Task data ::
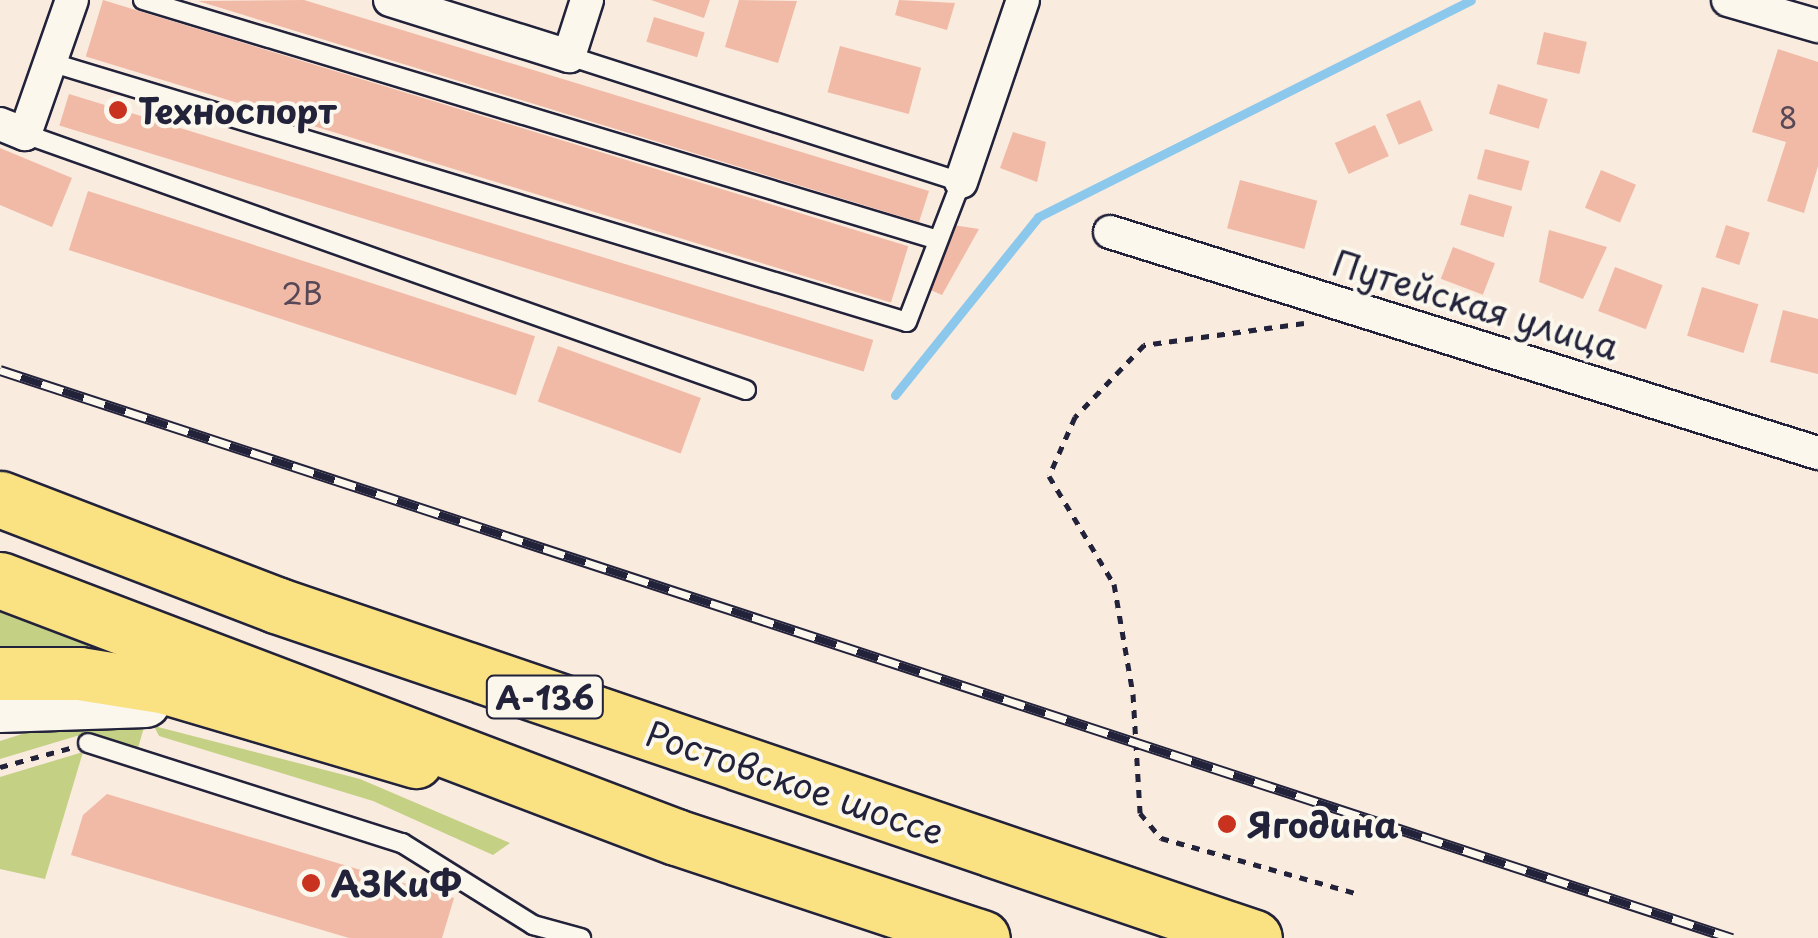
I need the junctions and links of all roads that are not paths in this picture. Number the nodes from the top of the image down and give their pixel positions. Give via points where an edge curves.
1 (72, 0) edge
2 (144, 0) edge
3 (390, 0) edge
4 (587, 0) edge
5 (1023, 0) edge
6 (1728, 0) edge
7 (1818, 26) edge
8 (569, 56) junction
9 (53, 63) junction
10 (12, 129) edge
11 (961, 182) junction
12 (1110, 232) dead end
13 (938, 240) junction
14 (746, 390) dead end
15 (1818, 453) edge
16 (0, 499) edge
17 (0, 580) edge
18 (0, 674) edge
19 (0, 708) edge
20 (270, 718) junction
21 (88, 744) road end
22 (676, 837) junction
23 (870, 921) edge
24 (581, 938) edge
25 (982, 938) edge
26 (1254, 938) edge

1 - 9 street
2 - 13 lane
3 - 8 street
4 - 8 street
5 - 11 street
6 - 7 street
8 - 11 lane
9 - 10 street
9 - 13 lane via 906,322
10 - 14 lane
11 - 13 lane
12 - 15 street, Путейская улица
16 - 26 highway, Ростовское шоссе / А-136 via 276,605
17 - 22 highway, А-136
18 - 20 main road, А-136 via 112,678
19 - 20 main road via 97,700
20 - 22 main road, А-136
21 - 24 lane via 402,843 534,925
22 - 23 highway, А-136
23 - 25 highway, А-136

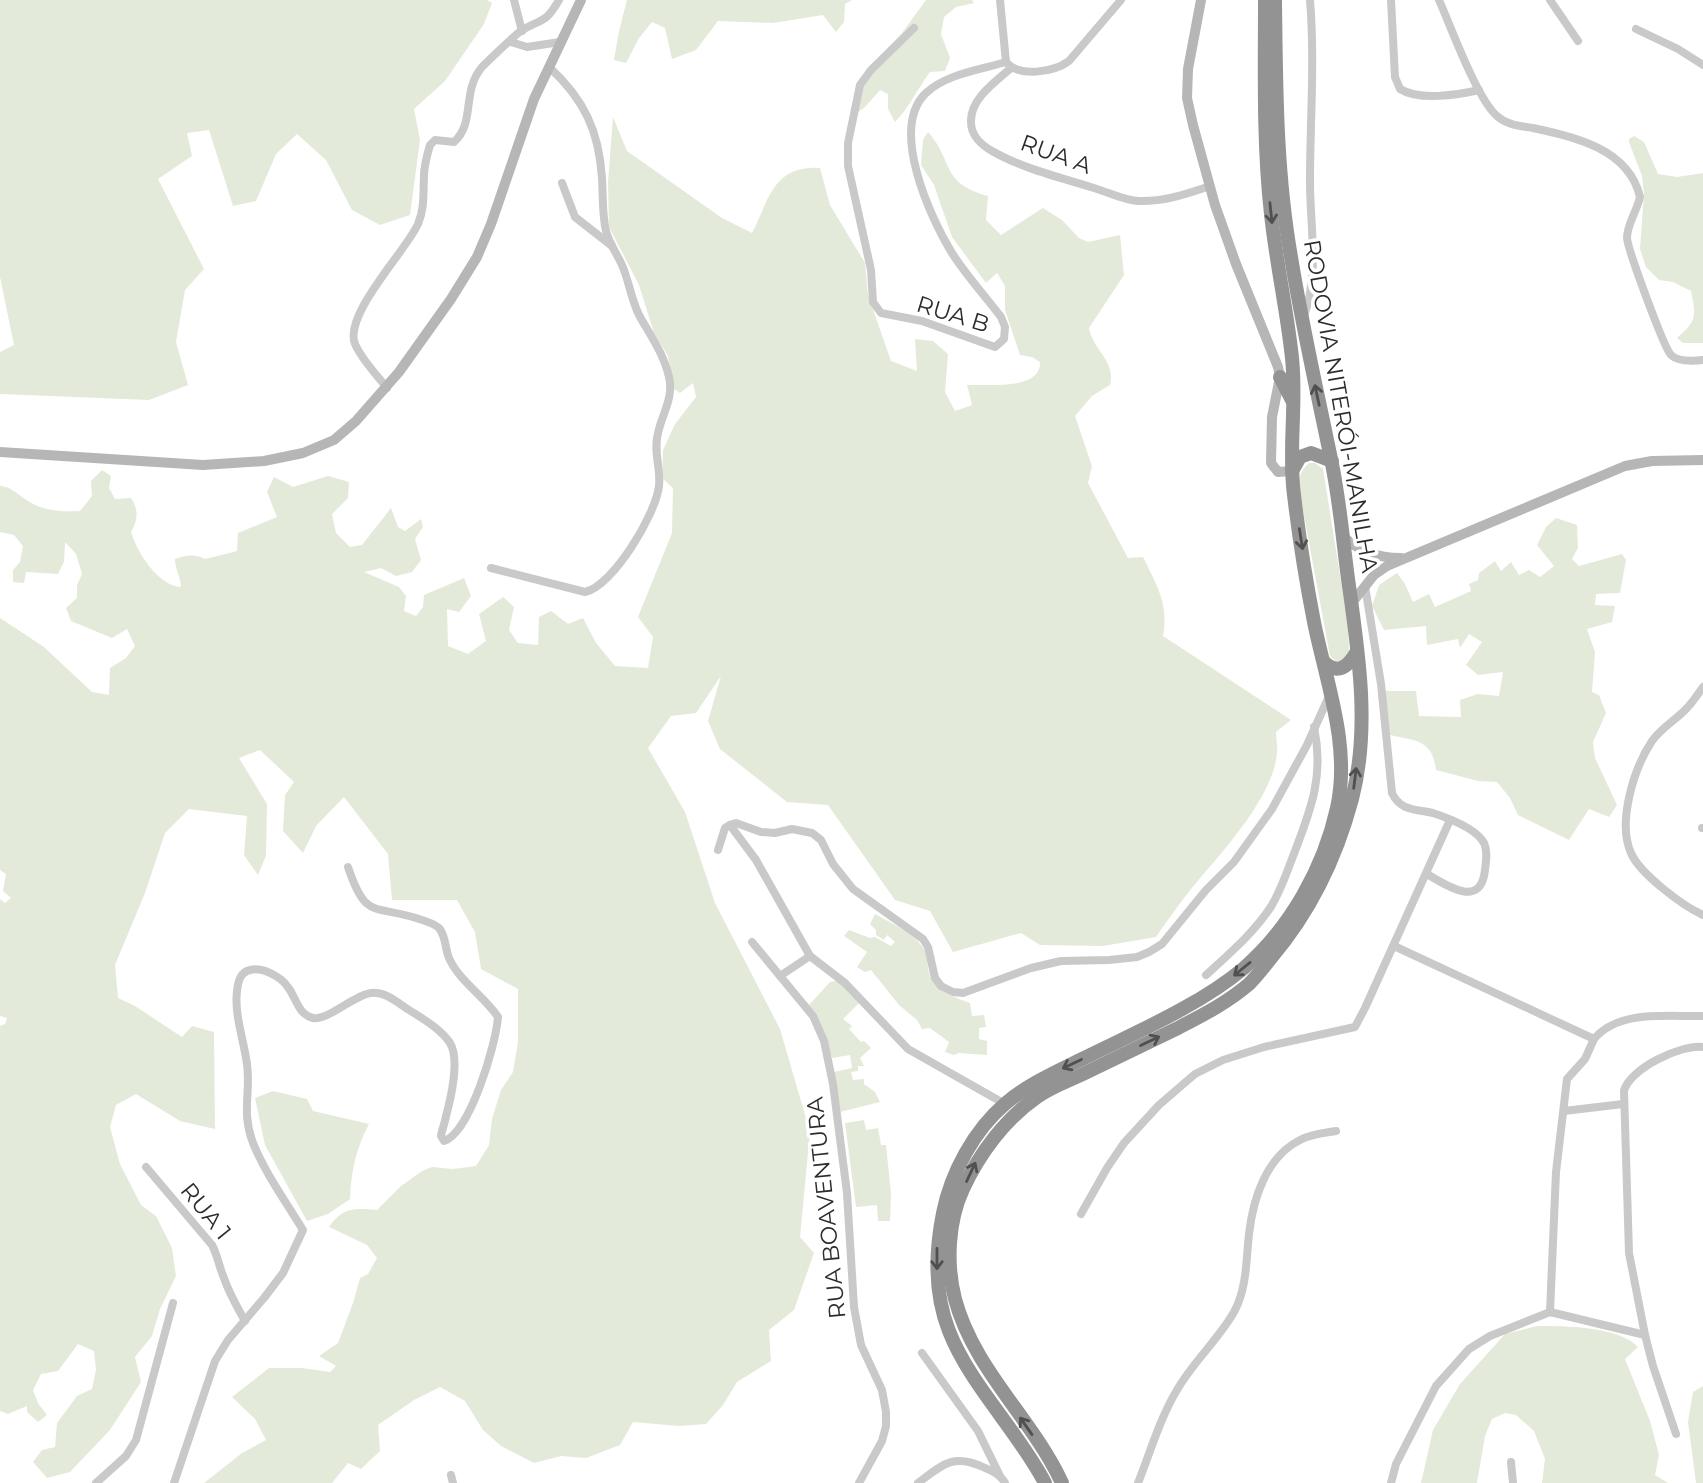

Requirement ::
Make an exact copy of every entry above, minus the images.

Solution ::
I need the junctions and links of all roads that are not paths in this picture. Number the nodes from the top of the image down and give their pixel positions. Give via points where an edge curves.
1 (72, 0) edge
2 (144, 0) edge
3 (390, 0) edge
4 (587, 0) edge
5 (1023, 0) edge
6 (1728, 0) edge
7 (1818, 26) edge
8 (569, 56) junction
9 (53, 63) junction
10 (12, 129) edge
11 (961, 182) junction
12 (1110, 232) dead end
13 (938, 240) junction
14 (746, 390) dead end
15 (1818, 453) edge
16 (0, 499) edge
17 (0, 580) edge
18 (0, 674) edge
19 (0, 708) edge
20 (270, 718) junction
21 (88, 744) road end
22 (676, 837) junction
23 (870, 921) edge
24 (581, 938) edge
25 (982, 938) edge
26 (1254, 938) edge

1 - 9 street
2 - 13 lane
3 - 8 street
4 - 8 street
5 - 11 street
6 - 7 street
8 - 11 lane
9 - 10 street
9 - 13 lane via 906,322
10 - 14 lane
11 - 13 lane
12 - 15 street, Путейская улица
16 - 26 highway, Ростовское шоссе / А-136 via 276,605
17 - 22 highway, А-136
18 - 20 main road, А-136 via 112,678
19 - 20 main road via 97,700
20 - 22 main road, А-136
21 - 24 lane via 402,843 534,925
22 - 23 highway, А-136
23 - 25 highway, А-136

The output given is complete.